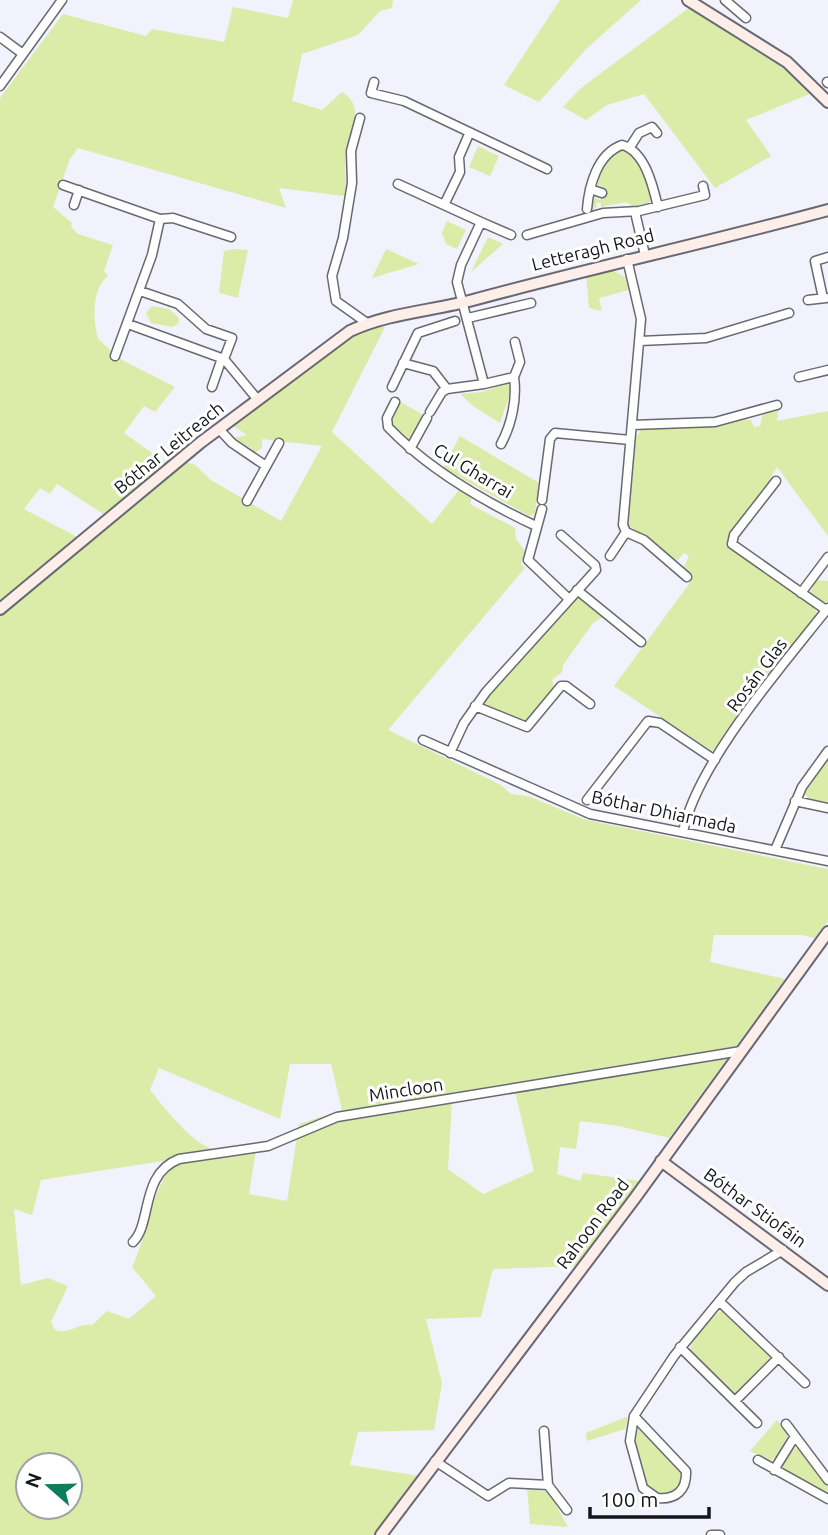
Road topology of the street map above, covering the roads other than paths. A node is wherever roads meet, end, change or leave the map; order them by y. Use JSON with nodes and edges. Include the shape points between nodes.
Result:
{"nodes":[{"id":1,"x":62,"y":0,"type":"edge"},
{"id":2,"x":688,"y":0,"type":"edge"},
{"id":3,"x":725,"y":0,"type":"edge"},
{"id":4,"x":746,"y":18,"type":"dead end"},
{"id":5,"x":0,"y":37,"type":"edge"},
{"id":6,"x":23,"y":54,"type":"junction"},
{"id":7,"x":374,"y":82,"type":"dead end"},
{"id":8,"x":0,"y":86,"type":"edge"},
{"id":9,"x":828,"y":102,"type":"edge"},
{"id":10,"x":360,"y":118,"type":"dead end"},
{"id":11,"x":657,"y":133,"type":"dead end"},
{"id":12,"x":469,"y":134,"type":"junction"},
{"id":13,"x":524,"y":146,"type":"dead end"},
{"id":14,"x":630,"y":147,"type":"junction"},
{"id":15,"x":519,"y":156,"type":"junction"},
{"id":16,"x":547,"y":169,"type":"dead end"},
{"id":17,"x":398,"y":184,"type":"dead end"},
{"id":18,"x":63,"y":185,"type":"dead end"},
{"id":19,"x":703,"y":186,"type":"dead end"},
{"id":20,"x":590,"y":189,"type":"junction"},
{"id":21,"x":79,"y":190,"type":"junction"},
{"id":22,"x":602,"y":193,"type":"dead end"},
{"id":23,"x":74,"y":205,"type":"dead end"},
{"id":24,"x":444,"y":205,"type":"junction"},
{"id":25,"x":658,"y":207,"type":"junction"},
{"id":26,"x":587,"y":209,"type":"dead end"},
{"id":27,"x":828,"y":210,"type":"edge"},
{"id":28,"x":635,"y":212,"type":"junction"},
{"id":29,"x":160,"y":219,"type":"junction"},
{"id":30,"x":481,"y":222,"type":"junction"},
{"id":31,"x":511,"y":235,"type":"dead end"},
{"id":32,"x":527,"y":235,"type":"dead end"},
{"id":33,"x":231,"y":237,"type":"dead end"},
{"id":34,"x":645,"y":255,"type":"junction"},
{"id":35,"x":828,"y":257,"type":"edge"},
{"id":36,"x":628,"y":260,"type":"junction"},
{"id":37,"x":140,"y":291,"type":"junction"},
{"id":38,"x":826,"y":298,"type":"edge"},
{"id":39,"x":808,"y":300,"type":"dead end"},
{"id":40,"x":463,"y":302,"type":"junction"},
{"id":41,"x":531,"y":303,"type":"dead end"},
{"id":42,"x":789,"y":313,"type":"dead end"},
{"id":43,"x":468,"y":318,"type":"junction"},
{"id":44,"x":455,"y":321,"type":"dead end"},
{"id":45,"x":367,"y":323,"type":"junction"},
{"id":46,"x":128,"y":324,"type":"junction"},
{"id":47,"x":640,"y":341,"type":"junction"},
{"id":48,"x":515,"y":342,"type":"dead end"},
{"id":49,"x":115,"y":356,"type":"dead end"},
{"id":50,"x":223,"y":358,"type":"junction"},
{"id":51,"x":403,"y":363,"type":"junction"},
{"id":52,"x":828,"y":370,"type":"edge"},
{"id":53,"x":514,"y":377,"type":"junction"},
{"id":54,"x":799,"y":377,"type":"dead end"},
{"id":55,"x":484,"y":384,"type":"junction"},
{"id":56,"x":212,"y":387,"type":"dead end"},
{"id":57,"x":392,"y":387,"type":"dead end"},
{"id":58,"x":447,"y":389,"type":"junction"},
{"id":59,"x":258,"y":400,"type":"junction"},
{"id":60,"x":395,"y":402,"type":"dead end"},
{"id":61,"x":777,"y":405,"type":"dead end"},
{"id":62,"x":632,"y":425,"type":"junction"},
{"id":63,"x":219,"y":429,"type":"junction"},
{"id":64,"x":630,"y":440,"type":"junction"},
{"id":65,"x":279,"y":443,"type":"dead end"},
{"id":66,"x":501,"y":444,"type":"dead end"},
{"id":67,"x":410,"y":449,"type":"junction"},
{"id":68,"x":266,"y":466,"type":"junction"},
{"id":69,"x":776,"y":481,"type":"dead end"},
{"id":70,"x":247,"y":501,"type":"dead end"},
{"id":71,"x":536,"y":526,"type":"junction"},
{"id":72,"x":625,"y":532,"type":"junction"},
{"id":73,"x":561,"y":536,"type":"dead end"},
{"id":74,"x":610,"y":556,"type":"dead end"},
{"id":75,"x":828,"y":557,"type":"edge"},
{"id":76,"x":817,"y":572,"type":"junction"},
{"id":77,"x":687,"y":577,"type":"dead end"},
{"id":78,"x":827,"y":579,"type":"edge"},
{"id":79,"x":578,"y":590,"type":"junction"},
{"id":80,"x":801,"y":593,"type":"junction"},
{"id":81,"x":569,"y":598,"type":"junction"},
{"id":82,"x":0,"y":609,"type":"edge"},
{"id":83,"x":827,"y":609,"type":"edge"},
{"id":84,"x":641,"y":642,"type":"dead end"},
{"id":85,"x":590,"y":704,"type":"dead end"},
{"id":86,"x":475,"y":706,"type":"junction"},
{"id":87,"x":423,"y":740,"type":"dead end"},
{"id":88,"x":828,"y":751,"type":"edge"},
{"id":89,"x":450,"y":753,"type":"junction"},
{"id":90,"x":715,"y":760,"type":"junction"},
{"id":91,"x":587,"y":800,"type":"dead end"},
{"id":92,"x":795,"y":801,"type":"junction"},
{"id":93,"x":828,"y":808,"type":"edge"},
{"id":94,"x":683,"y":832,"type":"junction"},
{"id":95,"x":775,"y":850,"type":"junction"},
{"id":96,"x":828,"y":861,"type":"edge"},
{"id":97,"x":828,"y":932,"type":"edge"},
{"id":98,"x":741,"y":1051,"type":"junction"},
{"id":99,"x":661,"y":1161,"type":"junction"},
{"id":100,"x":133,"y":1242,"type":"dead end"},
{"id":101,"x":783,"y":1250,"type":"junction"},
{"id":102,"x":828,"y":1285,"type":"edge"},
{"id":103,"x":719,"y":1301,"type":"junction"},
{"id":104,"x":680,"y":1347,"type":"junction"},
{"id":105,"x":779,"y":1356,"type":"junction"},
{"id":106,"x":805,"y":1383,"type":"dead end"},
{"id":107,"x":735,"y":1402,"type":"junction"},
{"id":108,"x":634,"y":1416,"type":"junction"},
{"id":109,"x":757,"y":1423,"type":"dead end"},
{"id":110,"x":786,"y":1424,"type":"dead end"},
{"id":111,"x":544,"y":1431,"type":"dead end"},
{"id":112,"x":795,"y":1436,"type":"junction"},
{"id":113,"x":758,"y":1460,"type":"dead end"},
{"id":114,"x":435,"y":1461,"type":"junction"},
{"id":115,"x":774,"y":1470,"type":"junction"},
{"id":116,"x":828,"y":1480,"type":"edge"},
{"id":117,"x":548,"y":1485,"type":"junction"},
{"id":118,"x":828,"y":1499,"type":"edge"},
{"id":119,"x":567,"y":1510,"type":"dead end"},
{"id":120,"x":386,"y":1533,"type":"edge"},
{"id":121,"x":711,"y":1535,"type":"edge"},
{"id":122,"x":720,"y":1535,"type":"edge"}],
"edges":[{"from":1,"to":6,"type":"street"},
{"from":2,"to":9,"type":"street","via":[[787,62]]},
{"from":3,"to":4,"type":"street"},
{"from":5,"to":6,"type":"street"},
{"from":6,"to":8,"type":"street"},
{"from":7,"to":12,"type":"street","via":[[371,93],[404,101]]},
{"from":10,"to":45,"type":"street","via":[[351,151],[352,183],[345,227],[331,285],[336,301]]},
{"from":11,"to":14,"type":"street","via":[[653,127],[645,129]]},
{"from":12,"to":15,"type":"street"},
{"from":12,"to":24,"type":"street","via":[[459,157],[460,172]]},
{"from":13,"to":15,"type":"street"},
{"from":14,"to":20,"type":"street","via":[[614,148],[597,169]]},
{"from":14,"to":25,"type":"street","via":[[648,172]]},
{"from":15,"to":16,"type":"street"},
{"from":17,"to":24,"type":"street"},
{"from":18,"to":21,"type":"street"},
{"from":19,"to":25,"type":"street","via":[[705,195]]},
{"from":20,"to":22,"type":"street"},
{"from":20,"to":26,"type":"street"},
{"from":21,"to":23,"type":"street"},
{"from":21,"to":29,"type":"street"},
{"from":24,"to":30,"type":"street"},
{"from":25,"to":28,"type":"street"},
{"from":27,"to":34,"type":"street","name":"Letteragh Road"},
{"from":28,"to":32,"type":"street","via":[[603,213]]},
{"from":28,"to":34,"type":"street"},
{"from":29,"to":33,"type":"street","via":[[173,218]]},
{"from":29,"to":37,"type":"street"},
{"from":30,"to":31,"type":"street"},
{"from":30,"to":40,"type":"street","via":[[458,274]]},
{"from":34,"to":36,"type":"street","name":"Letteragh Road"},
{"from":35,"to":38,"type":"street","via":[[815,261]]},
{"from":36,"to":40,"type":"street","name":"Letteragh Road"},
{"from":36,"to":47,"type":"street","via":[[642,311]]},
{"from":37,"to":46,"type":"street"},
{"from":37,"to":50,"type":"street","via":[[178,304],[201,325],[232,338]]},
{"from":38,"to":39,"type":"street"},
{"from":40,"to":43,"type":"street"},
{"from":40,"to":45,"type":"street","name":"Letteragh Road"},
{"from":41,"to":43,"type":"street"},
{"from":42,"to":47,"type":"street","via":[[706,338]]},
{"from":43,"to":55,"type":"street"},
{"from":44,"to":51,"type":"street","via":[[420,331]]},
{"from":45,"to":59,"type":"street","name":"Bóthar Leitreach","via":[[339,338]]},
{"from":46,"to":49,"type":"street"},
{"from":46,"to":50,"type":"street"},
{"from":47,"to":62,"type":"street"},
{"from":48,"to":53,"type":"street","via":[[520,362]]},
{"from":50,"to":56,"type":"street"},
{"from":50,"to":59,"type":"street"},
{"from":51,"to":57,"type":"street"},
{"from":51,"to":58,"type":"street","via":[[433,371]]},
{"from":52,"to":54,"type":"street"},
{"from":53,"to":55,"type":"street"},
{"from":53,"to":66,"type":"street","via":[[517,392],[510,407],[511,424]]},
{"from":55,"to":58,"type":"street"},
{"from":58,"to":67,"type":"street"},
{"from":59,"to":63,"type":"street","name":"Bóthar Leitreach"},
{"from":60,"to":67,"type":"street","name":"Cul Gharrai","via":[[387,425]]},
{"from":61,"to":62,"type":"street","via":[[715,422]]},
{"from":62,"to":64,"type":"street"},
{"from":63,"to":68,"type":"street"},
{"from":63,"to":82,"type":"street","name":"Bóthar Leitreach"},
{"from":64,"to":71,"type":"street","via":[[555,433],[550,439]]},
{"from":64,"to":72,"type":"street"},
{"from":65,"to":68,"type":"street"},
{"from":67,"to":71,"type":"street","name":"Cul Gharrai","via":[[446,476]]},
{"from":68,"to":70,"type":"street"},
{"from":69,"to":80,"type":"street","name":"Rosán Glas","via":[[734,535],[732,544]]},
{"from":71,"to":81,"type":"street","via":[[529,563]]},
{"from":72,"to":74,"type":"street"},
{"from":72,"to":77,"type":"street","via":[[644,540]]},
{"from":73,"to":79,"type":"street","via":[[594,565],[594,573]]},
{"from":75,"to":76,"type":"street"},
{"from":76,"to":78,"type":"street"},
{"from":76,"to":80,"type":"street"},
{"from":79,"to":81,"type":"street"},
{"from":79,"to":84,"type":"street"},
{"from":80,"to":83,"type":"street","name":"Rosán Glas"},
{"from":81,"to":86,"type":"street"},
{"from":83,"to":90,"type":"street","name":"Rosán Glas"},
{"from":85,"to":86,"type":"street","via":[[561,686],[525,727]]},
{"from":86,"to":89,"type":"street"},
{"from":87,"to":89,"type":"street","name":"Bóthar Dhiarmada"},
{"from":88,"to":92,"type":"street"},
{"from":89,"to":94,"type":"street","name":"Bóthar Dhiarmada","via":[[572,808]]},
{"from":90,"to":91,"type":"street","via":[[660,723],[648,721]]},
{"from":90,"to":94,"type":"street","name":"Rosán Glas","via":[[693,798]]},
{"from":92,"to":93,"type":"street"},
{"from":92,"to":95,"type":"street"},
{"from":94,"to":95,"type":"street","name":"Bóthar Dhiarmada"},
{"from":95,"to":96,"type":"street","name":"Bóthar Dhiarmada"},
{"from":97,"to":98,"type":"street","name":"Rahoon Road"},
{"from":98,"to":99,"type":"street","name":"Rahoon Road"},
{"from":98,"to":100,"type":"street","name":"Mincloon","via":[[337,1117],[268,1146],[179,1159],[169,1163],[155,1184]]},
{"from":99,"to":101,"type":"street","name":"Bóthar Stiofáin"},
{"from":99,"to":114,"type":"street","name":"Rahoon Road"},
{"from":101,"to":102,"type":"street","name":"Bóthar Stiofáin"},
{"from":101,"to":103,"type":"street","via":[[746,1272]]},
{"from":103,"to":104,"type":"street"},
{"from":103,"to":105,"type":"street"},
{"from":104,"to":107,"type":"street"},
{"from":104,"to":108,"type":"street"},
{"from":105,"to":106,"type":"street"},
{"from":105,"to":107,"type":"street"},
{"from":107,"to":109,"type":"street"},
{"from":108,"to":108,"type":"street","via":[[630,1441],[643,1488],[657,1498],[675,1496],[683,1488],[686,1471]]},
{"from":110,"to":112,"type":"street"},
{"from":111,"to":117,"type":"street"},
{"from":112,"to":115,"type":"street"},
{"from":112,"to":116,"type":"street"},
{"from":113,"to":115,"type":"street"},
{"from":114,"to":117,"type":"street","via":[[488,1496],[509,1483]]},
{"from":114,"to":120,"type":"street","name":"Rahoon Road"},
{"from":115,"to":118,"type":"street"},
{"from":117,"to":119,"type":"street"},
{"from":121,"to":122,"type":"street"}]}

══════

* [Aim of the task]: Only the count belongs in your answer, so please work out how many lines of the data contain "Rahoon".

* [Finished exercise]: 4